La rivelazione arriva dalla stessa Fitp nel periodo tra il 28 aprile e il 3 maggio, quando in Italia si disputava il Challenger di Cagliari, con una folta presenza di tennisti azzurri tra cui Berrettini, Lorenzo Sonego e Matteo Arnaldi, che poi avrebbe trionfato in finale contro Hubert Hurkacz. Binaghi ha spiegato che si trovava a Cagliari per seguire la competizione e che, dopo una telefonata del manager di Sinner, ha capito che dall’altra parte non era una semplice richiesta; inizialmente pensava fosse uno scherzo.
Il dirigente ha ricordato la conversazione con il manager di Sinner: la richiesta era di poter giocare sabato invece che venerdì. Ma una volta compreso che non era una questione di giorno della partita, Binaghi ha fatto un tentativo deciso per convincere Sinner a partecipare a Roma: «Gli ho detto: guarda, ti faccio giocare anche sulla Luna purché tu venga a Roma», ha scherzato, evidenziando la sua determinazione.

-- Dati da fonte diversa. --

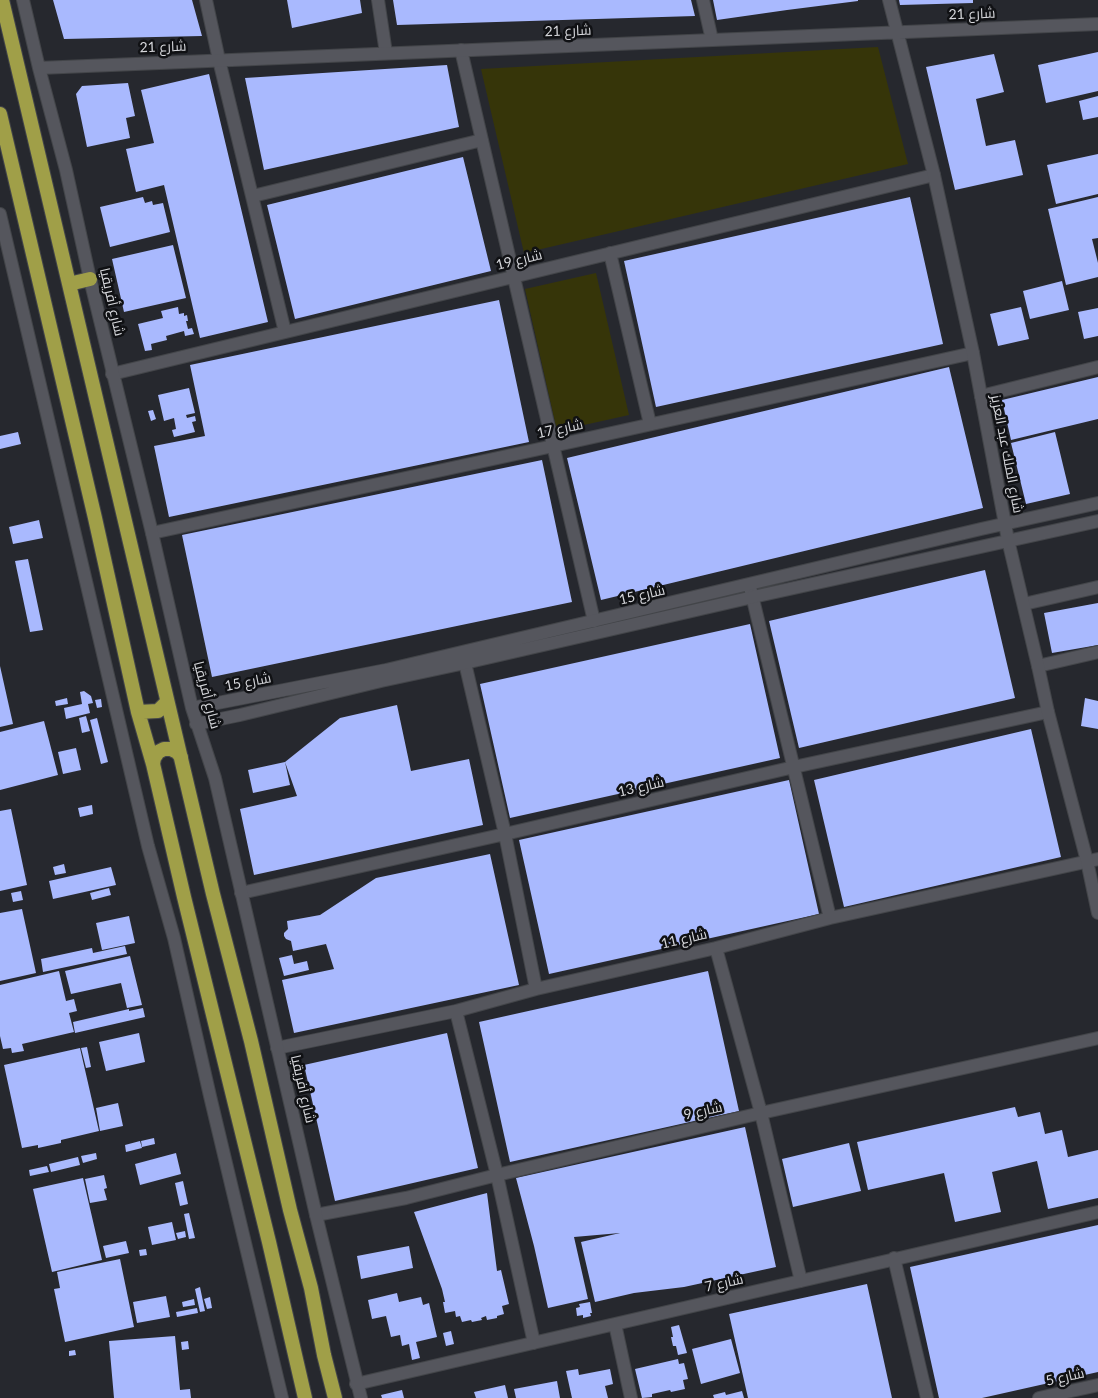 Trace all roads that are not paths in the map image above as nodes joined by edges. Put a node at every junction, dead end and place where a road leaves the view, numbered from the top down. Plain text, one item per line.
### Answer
1 (2, 0) edge
2 (23, 0) edge
3 (206, 0) edge
4 (378, 0) edge
5 (703, 0) edge
6 (888, 0) edge
7 (1098, 24) edge
8 (897, 32) junction
9 (712, 40) junction
10 (461, 50) junction
11 (386, 53) junction
12 (219, 60) junction
13 (39, 68) junction
14 (0, 114) edge
15 (482, 140) junction
16 (934, 175) junction
17 (252, 196) junction
18 (0, 214) edge
19 (610, 253) junction
20 (514, 276) junction
21 (90, 279) junction
22 (69, 284) junction
23 (285, 332) junction
24 (973, 352) junction
25 (1098, 367) edge
26 (112, 374) junction
27 (981, 396) junction
28 (650, 424) junction
29 (553, 446) junction
30 (1098, 504) edge
31 (1098, 521) edge
32 (1005, 524) junction
33 (152, 533) junction
34 (1008, 540) junction
35 (1098, 587) edge
36 (751, 591) junction
37 (1024, 604) junction
38 (594, 621) junction
39 (1098, 652) edge
40 (465, 663) junction
41 (1038, 666) junction
42 (167, 702) junction
43 (192, 708) junction
44 (138, 712) junction
45 (1048, 712) junction
46 (196, 724) junction
47 (181, 757) junction
48 (152, 764) junction
49 (794, 767) junction
50 (505, 834) junction
51 (1092, 860) edge
52 (242, 893) junction
53 (1098, 913) edge
54 (830, 918) junction
55 (716, 948) junction
56 (536, 989) junction
57 (456, 1011) junction
58 (1098, 1038) edge
59 (277, 1048) junction
60 (761, 1113) junction
61 (497, 1175) junction
62 (1098, 1212) edge
63 (316, 1215) junction
64 (894, 1258) junction
65 (802, 1281) junction
66 (615, 1324) junction
67 (534, 1343) junction
68 (356, 1384) junction
69 (1098, 1385) edge
70 (282, 1398) edge
71 (305, 1398) edge
72 (335, 1398) edge
73 (360, 1398) edge
74 (631, 1398) edge
75 (927, 1398) edge
76 (1040, 1398) edge

1 - 22 highway
2 - 13 street, شارع أفريقيا
3 - 12 street
4 - 11 street
5 - 9 street
6 - 8 street, شارع الملك عبد العزيز
7 - 8 street, شارع 21
8 - 9 street, شارع 21
8 - 16 street, شارع الملك عبد العزيز
9 - 10 street, شارع 21
10 - 11 street, شارع 21
10 - 15 street
11 - 12 street, شارع 21
12 - 13 street, شارع 21
12 - 17 street
13 - 21 street, شارع أفريقيا
14 - 44 highway
15 - 17 street
15 - 20 street
16 - 19 street, شارع 19
16 - 24 street, شارع الملك عبد العزيز
17 - 23 street
18 - 70 street
19 - 20 street, شارع 19
19 - 28 street
20 - 23 street, شارع 19
20 - 29 street
21 - 22 highway
21 - 26 street, شارع أفريقيا
22 - 42 highway
23 - 26 street, شارع 19
24 - 27 street, شارع الملك عبد العزيز
24 - 28 street, شارع 17
25 - 27 street
26 - 33 street, شارع أفريقيا
27 - 32 street, شارع الملك عبد العزيز
28 - 29 street, شارع 17
29 - 33 street, شارع 17
29 - 38 street
30 - 32 street, شارع 15
31 - 34 street, شارع 15
32 - 34 street, شارع الملك عبد العزيز
32 - 36 street, شارع 15
33 - 43 street, شارع أفريقيا
34 - 36 street, شارع 15
34 - 37 street, شارع الملك عبد العزيز
35 - 37 street
36 - 38 street, شارع 15
36 - 40 street, شارع 15
36 - 49 street
37 - 41 street, شارع الملك عبد العزيز
38 - 43 street, شارع 15
39 - 41 street
40 - 46 street, شارع 15
40 - 50 street
41 - 45 street, شارع الملك عبد العزيز
42 - 44 highway
42 - 47 highway
43 - 46 street, شارع أفريقيا
44 - 48 highway
45 - 49 street, شارع 13
45 - 51 street, شارع الملك عبد العزيز
46 - 52 street, شارع أفريقيا
47 - 48 highway
47 - 72 highway
48 - 71 highway
49 - 50 street, شارع 13
49 - 54 street
50 - 52 street, شارع 13
50 - 56 street
51 - 53 street, شارع الملك عبد العزيز
51 - 54 street, شارع 11
52 - 59 street, شارع أفريقيا
54 - 55 street, شارع 11
55 - 56 street, شارع 11
55 - 60 street
56 - 57 street, شارع 11
57 - 59 street, شارع 11
57 - 61 street
58 - 60 street, شارع 9
59 - 63 street, شارع أفريقيا
60 - 61 street, شارع 9
60 - 65 street
61 - 63 street, شارع 9
61 - 67 street
62 - 64 street, شارع 7
63 - 68 street, شارع أفريقيا
64 - 65 street, شارع 7
64 - 75 street
65 - 66 street, شارع 7
66 - 67 street, شارع 7
66 - 74 street
67 - 68 street, شارع 7
68 - 73 street, شارع أفريقيا
69 - 76 street, شارع 5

La preoccupazione principale era la tenuta fisica del giovane talento. Binaghi ha sottolineato i problemi evidenti nel match con Rublev e, soprattutto, in quello con Medvedev, sostenendo che Sinner ha trovato energie incredibili in quell’incontro: una reazione che, secondo il presidente della Fitp, dimostra la soglia di sofferenza dei grandi campioni, superiore a quella della maggior parte degli atleti.
Il focus della narrazione si è poi spostato sul momento storico della vittoria, coronata dall’assegnazione del trofeo al Centro, con la partecipazione di figure illustri come Franco Panatta e Sergio Mattarella che hanno presenziato alla premiazione. L’episodio, così raccontato da Binaghi, offre un ritratto inedito della corsa al successo di Sinner agli Internazionali d’Italia e del ruolo cruciale della squadra italiana nel sostenere la sua partecipazione.
Fonte dell’articolo: Il Fatto Quotidiano.